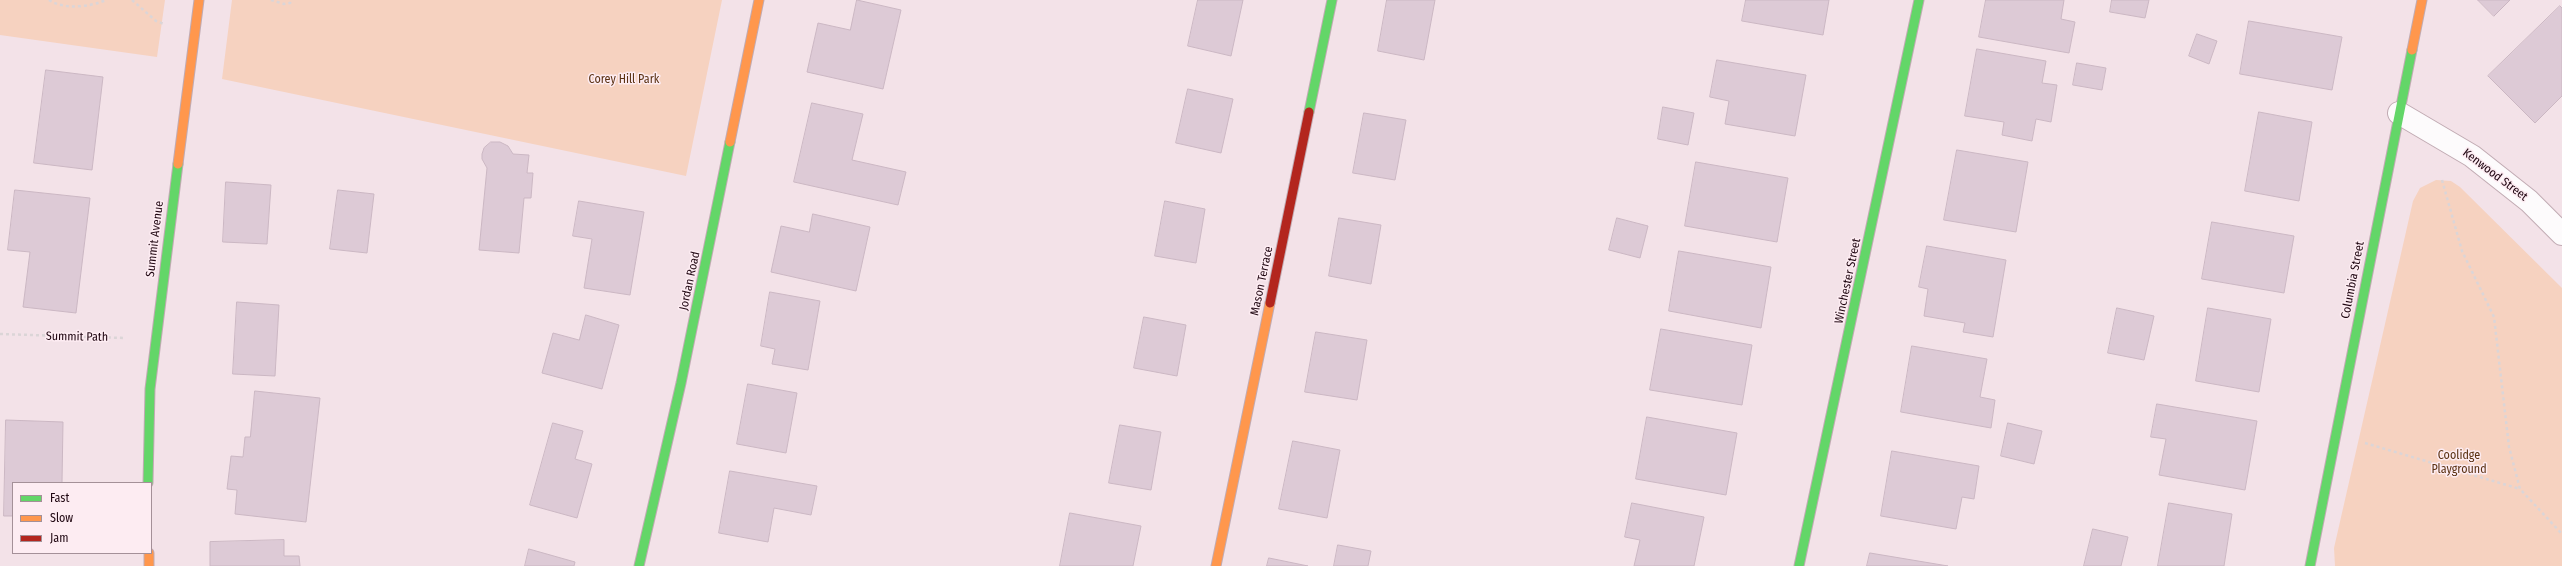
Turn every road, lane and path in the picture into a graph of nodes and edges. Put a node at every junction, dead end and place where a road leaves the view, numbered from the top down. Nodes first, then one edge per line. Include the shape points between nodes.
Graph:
1 (49, 0) edge
2 (106, 0) edge
3 (132, 0) edge
4 (199, 0) edge
5 (271, 0) edge
6 (292, 0) edge
7 (759, 0) edge
8 (1332, 0) edge
9 (1919, 0) edge
10 (2422, 0) edge
11 (167, 25) dead end
12 (2399, 113) junction
13 (2442, 180) dead end
14 (2562, 234) edge
15 (0, 334) edge
16 (155, 338) junction
17 (2334, 434) junction
18 (148, 482) edge
19 (2520, 489) junction
20 (2562, 534) edge
21 (149, 554) edge
22 (149, 566) edge
23 (639, 566) edge
24 (1216, 566) edge
25 (1799, 566) edge
26 (2310, 566) edge

1 - 2 path via 62,6
3 - 11 path via 156,21
4 - 16 street, Summit Avenue
5 - 6 path via 284,4
7 - 23 street, Jordan Road via 681,383
8 - 24 street, Mason Terrace
9 - 25 street, Winchester Street
10 - 12 street, Columbia Street
12 - 14 street, Kenwood Street via 2472,156 2529,201
12 - 17 street, Columbia Street
13 - 19 path via 2462,251 2494,317 2509,447
15 - 16 path, Summit Path
16 - 18 street, Summit Avenue via 150,389
17 - 19 path
17 - 26 street, Columbia Street
19 - 20 path
21 - 22 street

Assignment
Repeat each of the records exactly as written, except for the pictures, which are to be left out.

Answer to the exercise
Turn every road, lane and path in the picture into a graph of nodes and edges. Put a node at every junction, dead end and place where a road leaves the view, numbered from the top down. Nodes first, then one edge per line. Include the shape points between nodes.
Graph:
1 (49, 0) edge
2 (106, 0) edge
3 (132, 0) edge
4 (199, 0) edge
5 (271, 0) edge
6 (292, 0) edge
7 (759, 0) edge
8 (1332, 0) edge
9 (1919, 0) edge
10 (2422, 0) edge
11 (167, 25) dead end
12 (2399, 113) junction
13 (2442, 180) dead end
14 (2562, 234) edge
15 (0, 334) edge
16 (155, 338) junction
17 (2334, 434) junction
18 (148, 482) edge
19 (2520, 489) junction
20 (2562, 534) edge
21 (149, 554) edge
22 (149, 566) edge
23 (639, 566) edge
24 (1216, 566) edge
25 (1799, 566) edge
26 (2310, 566) edge

1 - 2 path via 62,6
3 - 11 path via 156,21
4 - 16 street, Summit Avenue
5 - 6 path via 284,4
7 - 23 street, Jordan Road via 681,383
8 - 24 street, Mason Terrace
9 - 25 street, Winchester Street
10 - 12 street, Columbia Street
12 - 14 street, Kenwood Street via 2472,156 2529,201
12 - 17 street, Columbia Street
13 - 19 path via 2462,251 2494,317 2509,447
15 - 16 path, Summit Path
16 - 18 street, Summit Avenue via 150,389
17 - 19 path
17 - 26 street, Columbia Street
19 - 20 path
21 - 22 street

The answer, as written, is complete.